Por fim, eu quero me lembrar do exemplo de Jesus, uma pessoa que falava em parábolas, que se deixava afetar pelas pessoas que estava a volta dele. Alguém que chorou, se angustiou, perguntou a Deus. Alguém que não falava tudo da sua vida, não dava muitas explicações e só pedia para que o seguissem. Alguém que não se preocupou de doutrinar, em produzir uma ortodoxia, mas por se deixar levar pela vontade do Pai, ser um com esta e simplesmente vivê-la. Jesus não era muito de ficar dando explicações de quem Ele era. Então porque nos parece tão obvio quem é Jesus? E quem somos nós para entender tanto dEle, de Deus?  

Convido-os a entrar na dúvida, no caos e no desvio não como uma forma de afastar-se de Deus, mas como forma de se surpreender com a fé. De se deixar mergulhar naquilo que você não sabe e deixar-se (des)conhecer aquele Deus que antes nos era tão familiar. Descontrolar, resistir a ortodoxia, existir com caminhos novos, mesmo sem muito chão.

***

Observação: Rubem Alves em seu livro “Variações sobre a Vida e a Morte ou o Feitiço erótico-herético da teologia” (aliás, melhor nome de livro já criado) descreve um pouco como isso é problemático dando instruções para os teólogos – a qual eu me incluo – acerca dos nossos discursos totalizantes sobre Deus:

Qual a tentação do teólogo?
Qual seu desejo mais profundo?
Sua maior tentação: ver face a face, conhecer...

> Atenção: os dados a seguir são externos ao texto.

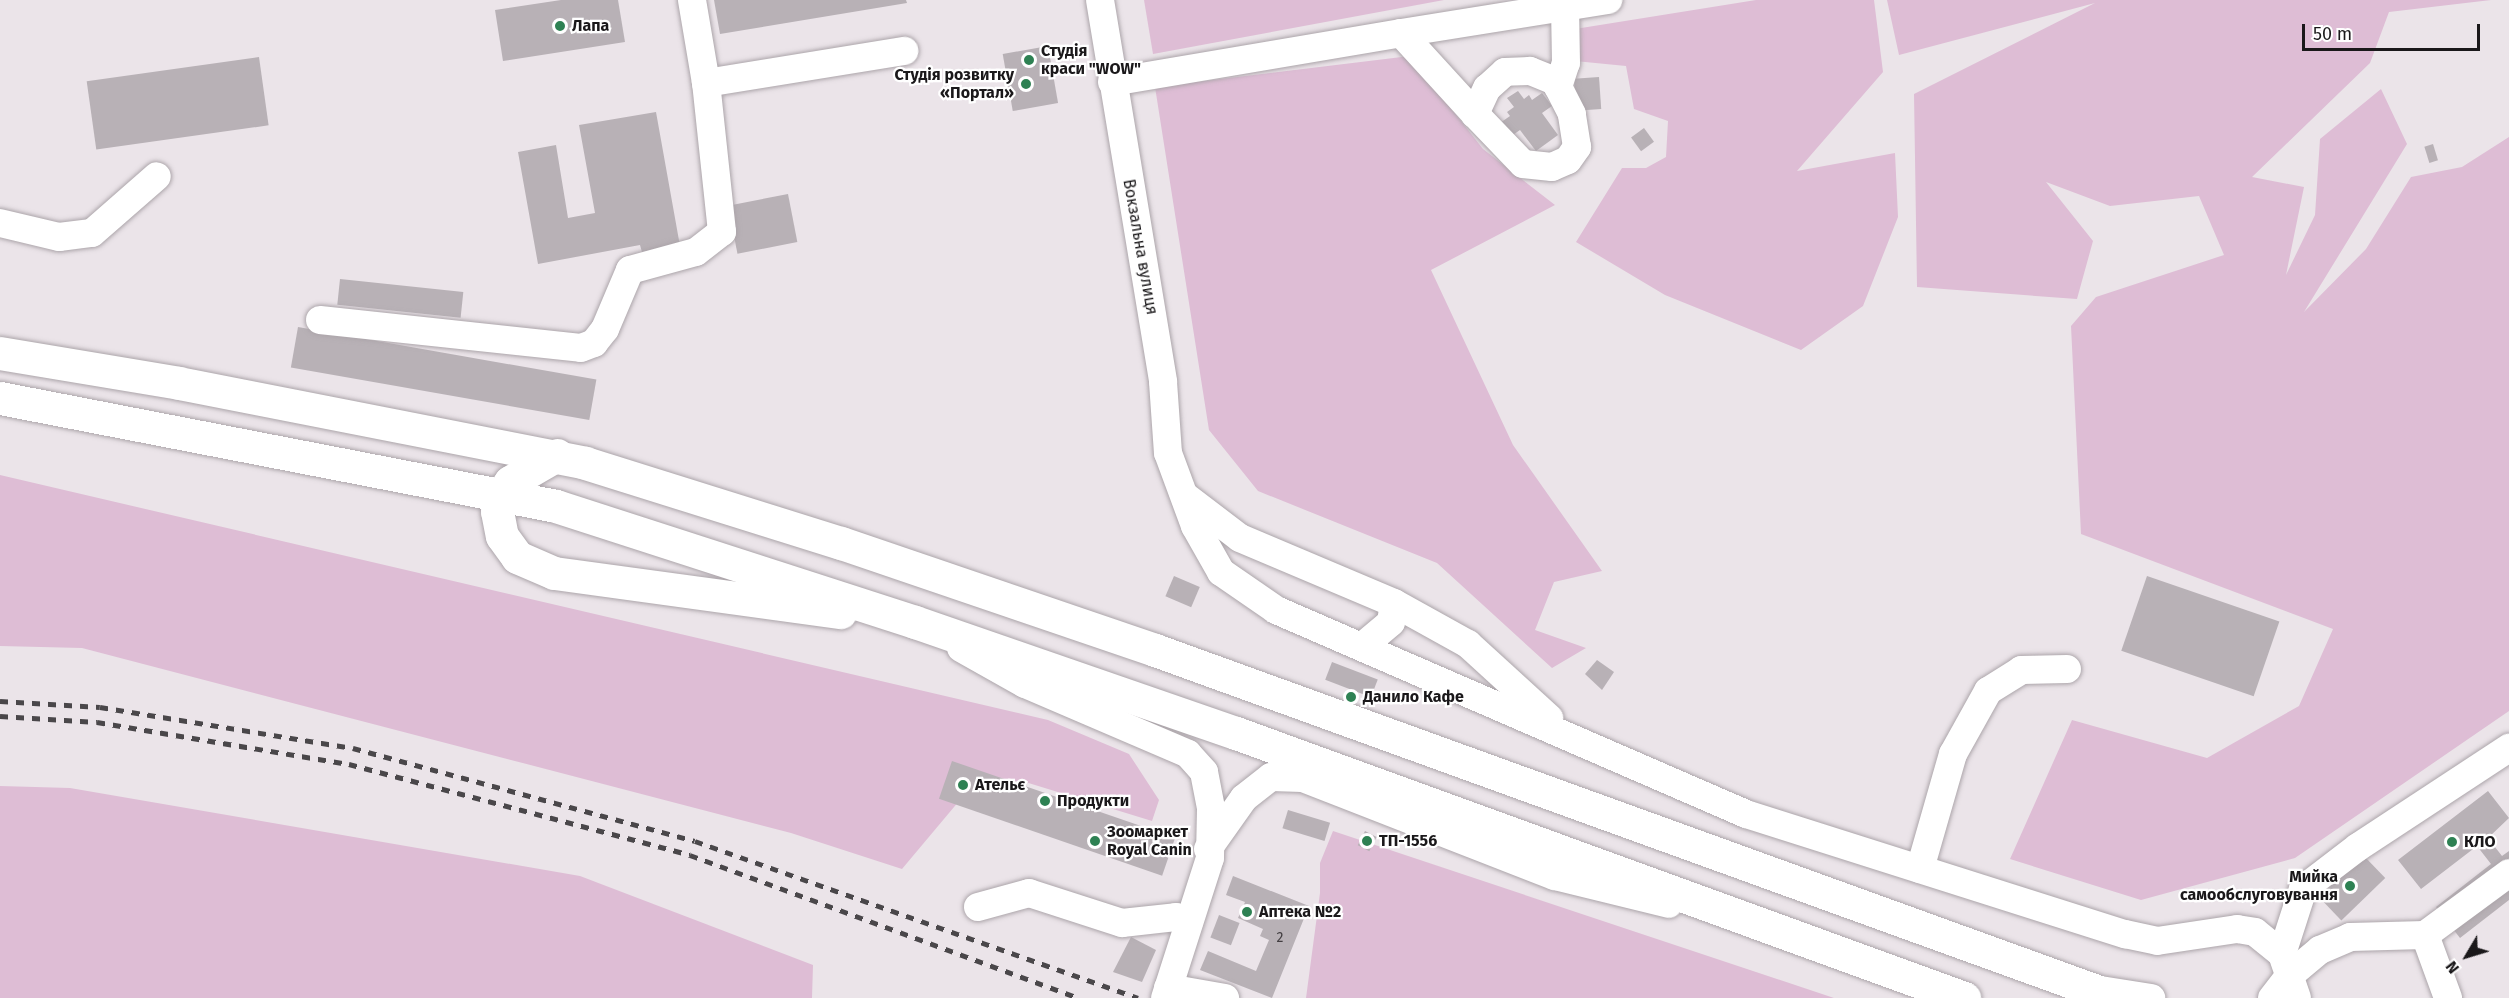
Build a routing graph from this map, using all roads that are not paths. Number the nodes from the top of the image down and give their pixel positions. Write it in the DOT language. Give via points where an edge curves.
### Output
graph roads {
  1 [pos="692,0"];
  2 [pos="1100,0"];
  3 [pos="1608,0"];
  4 [pos="1565,7"];
  5 [pos="1401,33"];
  6 [pos="903,51"];
  7 [pos="1112,82"];
  8 [pos="706,83"];
  9 [pos="1558,87"];
  10 [pos="1475,114"];
  11 [pos="158,176"];
  12 [pos="0,223"];
  13 [pos="320,320"];
  14 [pos="0,353"];
  15 [pos="0,398"];
  16 [pos="557,455"];
  17 [pos="1181,492"];
  18 [pos="502,494"];
  19 [pos="1270,551"];
  20 [pos="1247,591"];
  21 [pos="1394,603"];
  22 [pos="915,621"];
  23 [pos="1364,645"];
  24 [pos="2067,669"];
  25 [pos="1566,734"];
  26 [pos="2509,748"];
  27 [pos="1208,849"];
  28 [pos="1920,869"];
  29 [pos="2509,873"];
  30 [pos="978,907"];
  31 [pos="1189,923"];
  32 [pos="1765,927"];
  33 [pos="2425,935"];
  34 [pos="2290,976"];
  35 [pos="1167,993"];
  36 [pos="2103,993"];
  37 [pos="2454,995"];
  38 [pos="1225,998"];
  39 [pos="1964,998"];
  40 [pos="2151,998"];
  41 [pos="2272,998"];
  1 -- 8 [label="street"];
  2 -- 7 [label="street, Вокзальна вулиця"];
  3 -- 4 [label="street"];
  4 -- 5 [label="street"];
  4 -- 9 [label="street" via="1566,63"];
  5 -- 7 [label="street"];
  5 -- 10 [label="street"];
  6 -- 8 [label="street"];
  7 -- 17 [label="street, Вокзальна вулиця" via="1163,382 1168,453"];
  8 -- 13 [label="street" via="722,232 696,252 630,270 605,329 594,344 581,348"];
  9 -- 10 [label="street" via="1555,81 1530,71 1505,72 1487,88"];
  9 -- 10 [label="street" via="1572,114 1577,147 1568,160 1552,167 1523,164"];
  11 -- 12 [label="street" via="92,233 59,237"];
  14 -- 16 [label="highway"];
  15 -- 18 [label="highway"];
  16 -- 18 [label="highway" via="510,482"];
  16 -- 36 [label="highway" via="841,543 1155,650"];
  17 -- 19 [label="street" via="1240,538"];
  17 -- 20 [label="street, Вокзальна вулиця" via="1221,572"];
  18 -- 22 [label="highway" via="567,510"];
  18 -- 22 [label="highway" via="497,511 502,536 517,557 554,573"];
  19 -- 20 [label="street" via="1251,564 1245,579"];
  19 -- 21 [label="street"];
  20 -- 23 [label="street, Вокзальна вулиця" via="1276,610"];
  21 -- 23 [label="street" via="1391,621"];
  21 -- 25 [label="street" via="1468,644"];
  22 -- 27 [label="street" via="1025,684 1188,754 1204,772 1211,809"];
  22 -- 32 [label="highway" via="1236,733"];
  23 -- 25 [label="street, Вокзальна вулиця"];
  24 -- 28 [label="street" via="2021,670 1988,691 1953,754"];
  25 -- 28 [label="street, Вокзальна вулиця" via="1746,814"];
  26 -- 34 [label="street" via="2303,888"];
  27 -- 31 [label="street" via="1209,858"];
  27 -- 32 [label="street" via="1244,798 1271,777 1303,778 1555,876"];
  28 -- 34 [label="street, Вокзальна вулиця" via="2157,941 2236,930 2255,932"];
  29 -- 33 [label="street"];
  30 -- 31 [label="street" via="1029,893 1122,923 1176,916"];
  31 -- 35 [label="street"];
  32 -- 39 [label="highway"];
  33 -- 34 [label="street" via="2350,937 2320,950"];
  33 -- 37 [label="street"];
  34 -- 41 [label="street"];
  35 -- 38 [label="street"];
  36 -- 40 [label="street"];
}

Seu desejo mais profundo: dizer Deus no seu discurso,enunciar coisas que o comum dos mortais não vê e não conhece... Falar a verdade sobre o sagrado, conhecer o Absoluto. Não foi por isso mesmo que ele ousou batizar sua fala de teologia? Logos, discurso, conhecimento, ciência do divino... (...) E de fato eu ousaria dizer que o mais alto desejo é justamente aquilo que é proibido: o teólogo não tem permissão para dizer a verdade. (...) Dizer a verdade sobre Deus não será um voo por demais alto para nós que mal conseguimos saltar? O conhecimento do Absoluto é traiçoeiro. No mito da queda, homem e mulher esperavam que o fruto do conhecimento lhe abrisse os olhos para coisas sublimes, mas o que eles viram foi apenas nudez. E é por isso que o teólogo, corpo de carne e osso como todos os demais, tem diante de si o interdito. Pode falar e dançar como quiser, desde que sua fala seja o poema do corpo, mas nunca a ciência do divino.